A Charlotte nonprofit is fighting the world's water crisis one well at a time after one man's trip to Africa.

Patrick Mitchell was born and raised in Charlotte. After taking a trip to Africa, he went from pastor to nonprofit founder with a mission of providing clean water to the whole world.


"We work in sub-Saharan Africa and only work through African leaders who are fighting the problem in their own communities," Mitchell told Sarah French.


Mitchell says he’s always had a heart for Africa.


"I was 20-something years old before I learned that dirty water is the biggest killer in the world," Mitchell said. "I knew I would never be able to do something else and be happy other than somehow address these problems."


That’s when Mitchell began to dream about starting a nonprofit. He called it Renown Collective.


"Renown Collective was always the dream," Mitchell said, showing the nonprofit's logo and explaining the origin.

The spokes represent the organization’s focus on solutions for the different issues Africa faces.


To fight disease, they help build water wells. To overcome illiteracy, they pay for scholarships. And to support health care, they construct much-needed facilities.


"We built our first hospital," Mitchell explained. "And this is the first hospital, that's ever been in this region or Malawi, which is really exciting."


But at the heart of it all is clean water.


"About every 90 seconds in places like in countries in sub-Saharan Africa, someone's dying because of dirty water," Mitchell said. "Clean water is the first step that changes everything. Every dollar invested in clean water in rural Africa yields seven for the local economy. Girls get to go to school because girls spend about four hours a day walking for water to bring back to their home."

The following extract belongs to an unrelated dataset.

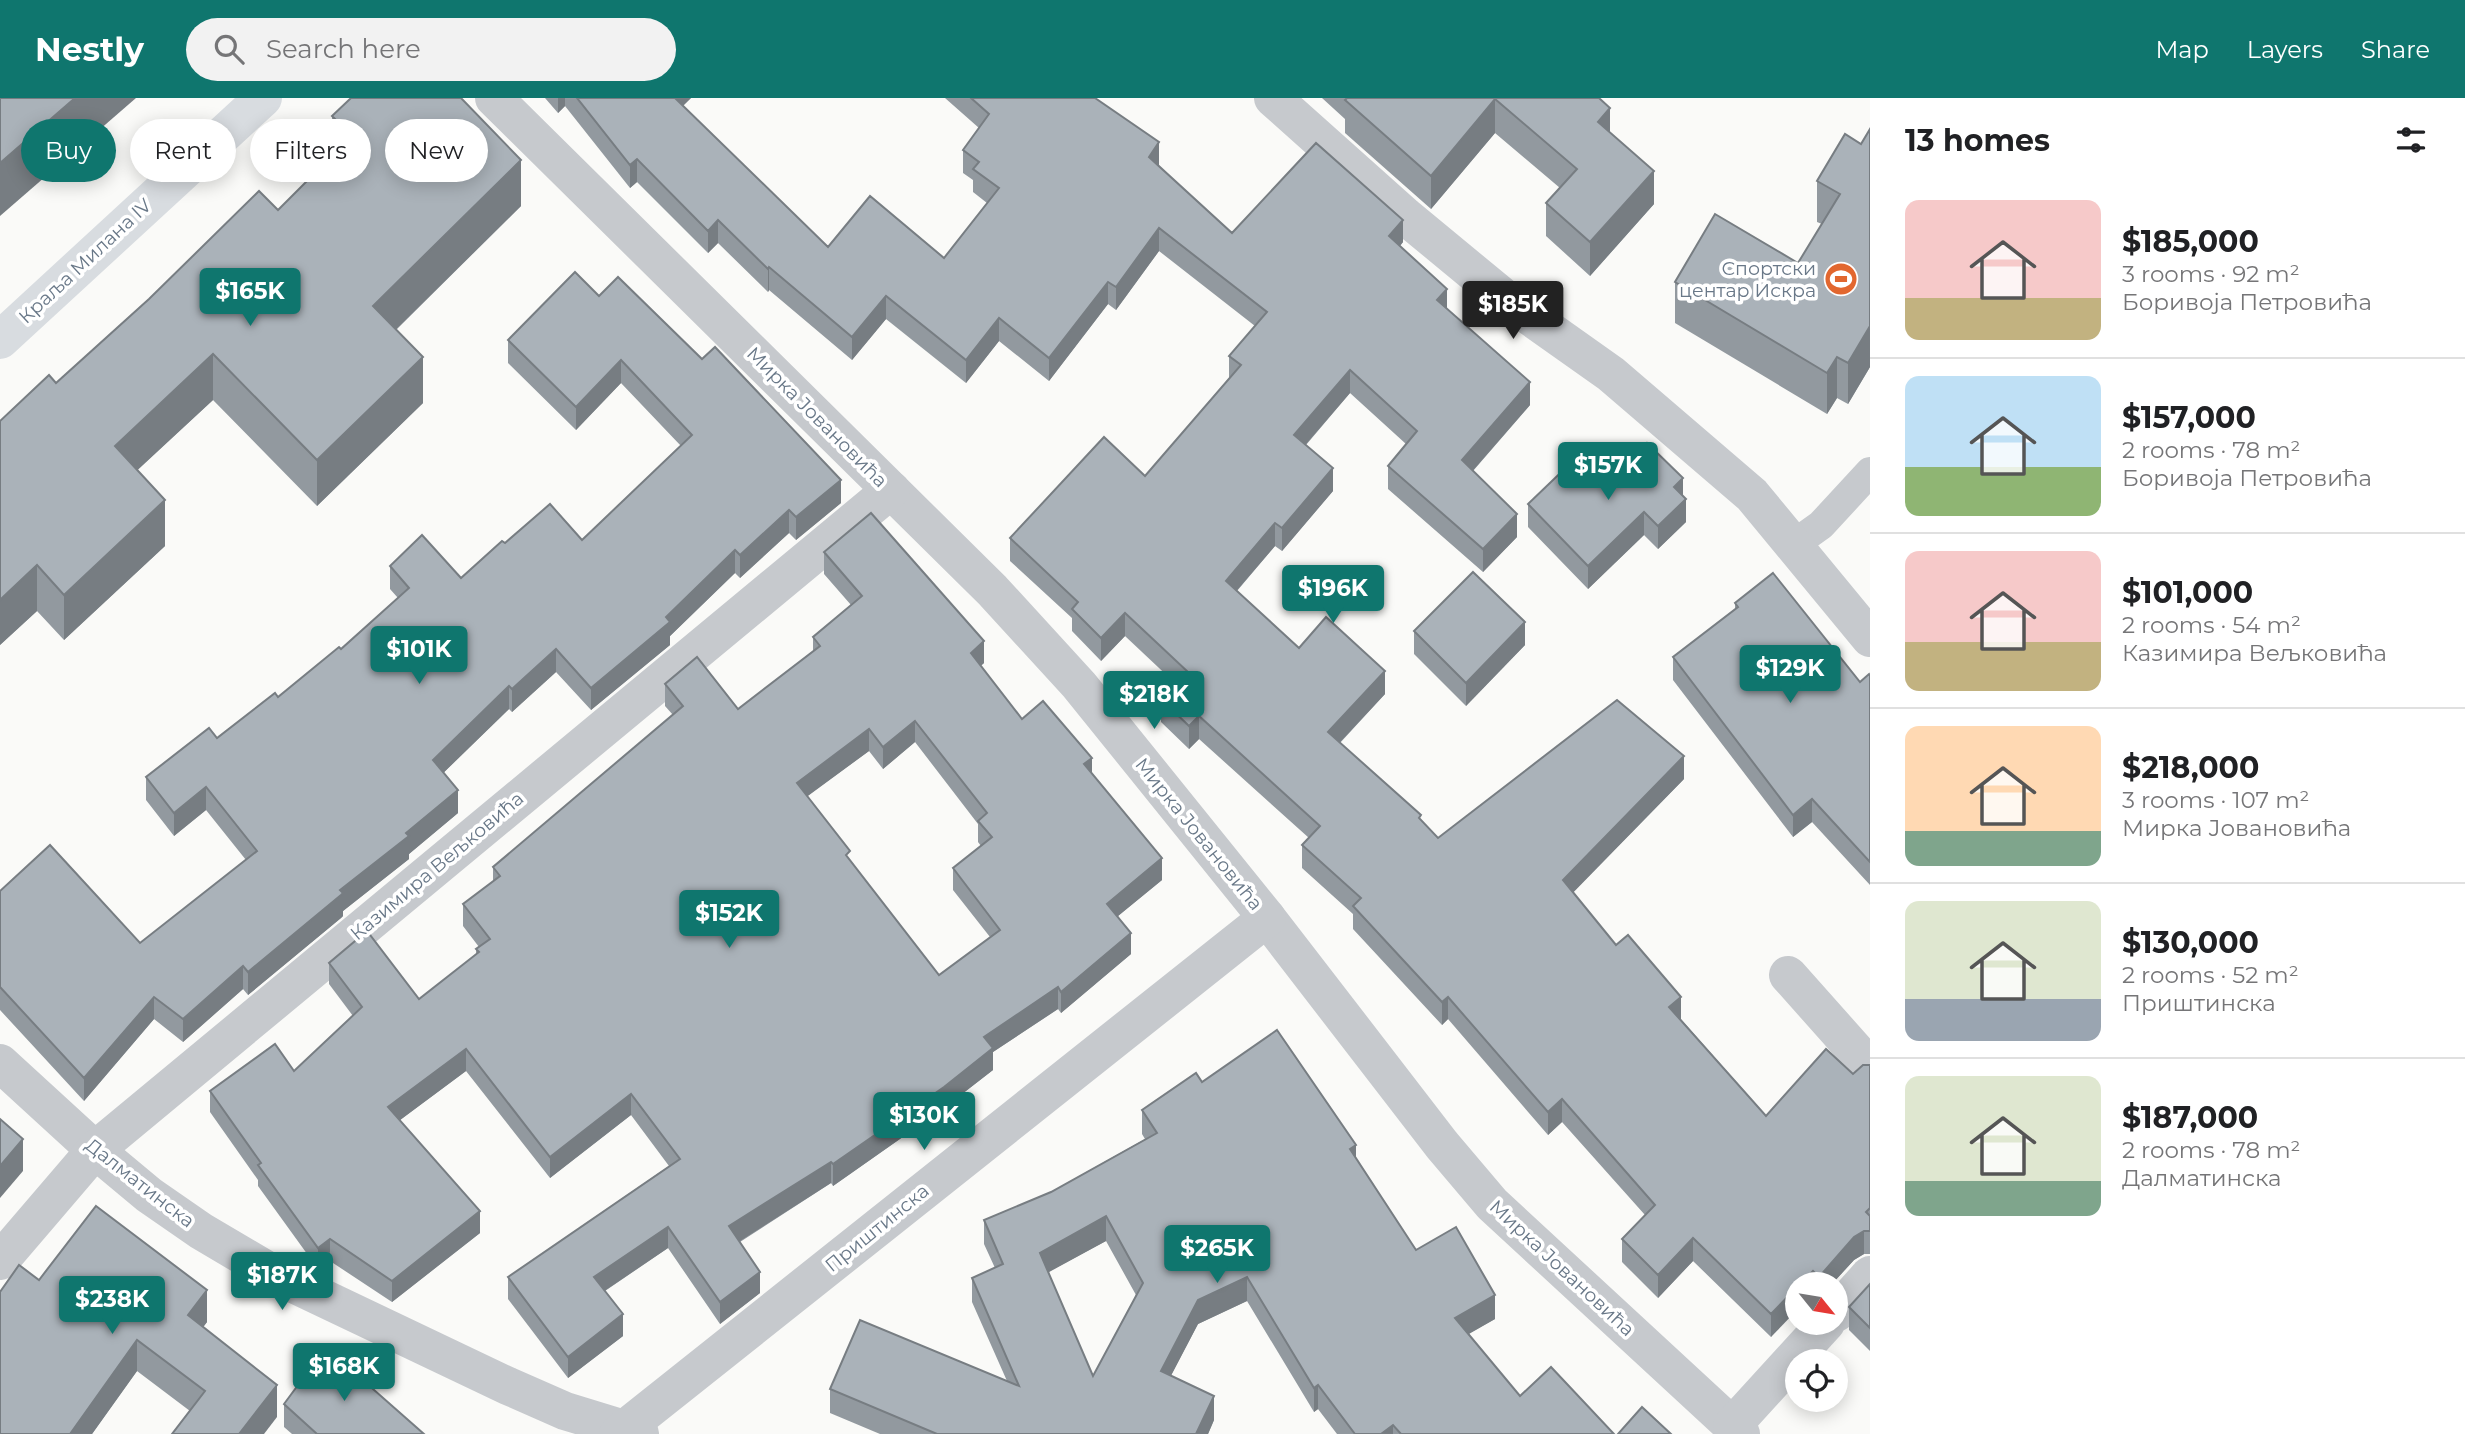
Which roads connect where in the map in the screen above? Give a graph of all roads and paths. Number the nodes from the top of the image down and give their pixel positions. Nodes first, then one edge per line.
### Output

Mitchell says Renown Collective has successfully completed 80 clean water projects. They let the community decide if that’s a protected spring or rain catchment, but most often the people ask for a water well.


"Right now, the US dollar in Malawi is about 1,200 to one. So the amount of good that we can do people, a lot of times people feel like, 'oh, I've only got $20 to donate, I have so little,'" Mitchell said. "That can go incredibly far in places like where we're working. We want to connect people in Charlotte, in the U.S., to being a solution to that problem."


Mitchell says the people of Africa are his heroes and inspiration. And while he knows he’s helping to pull them up, the work lifts him up even more.


"It fulfills some sense of purpose I think that we probably all have in our hearts and our souls, like something we're meant to be a part of that's bigger than ourselves," Mitchell said.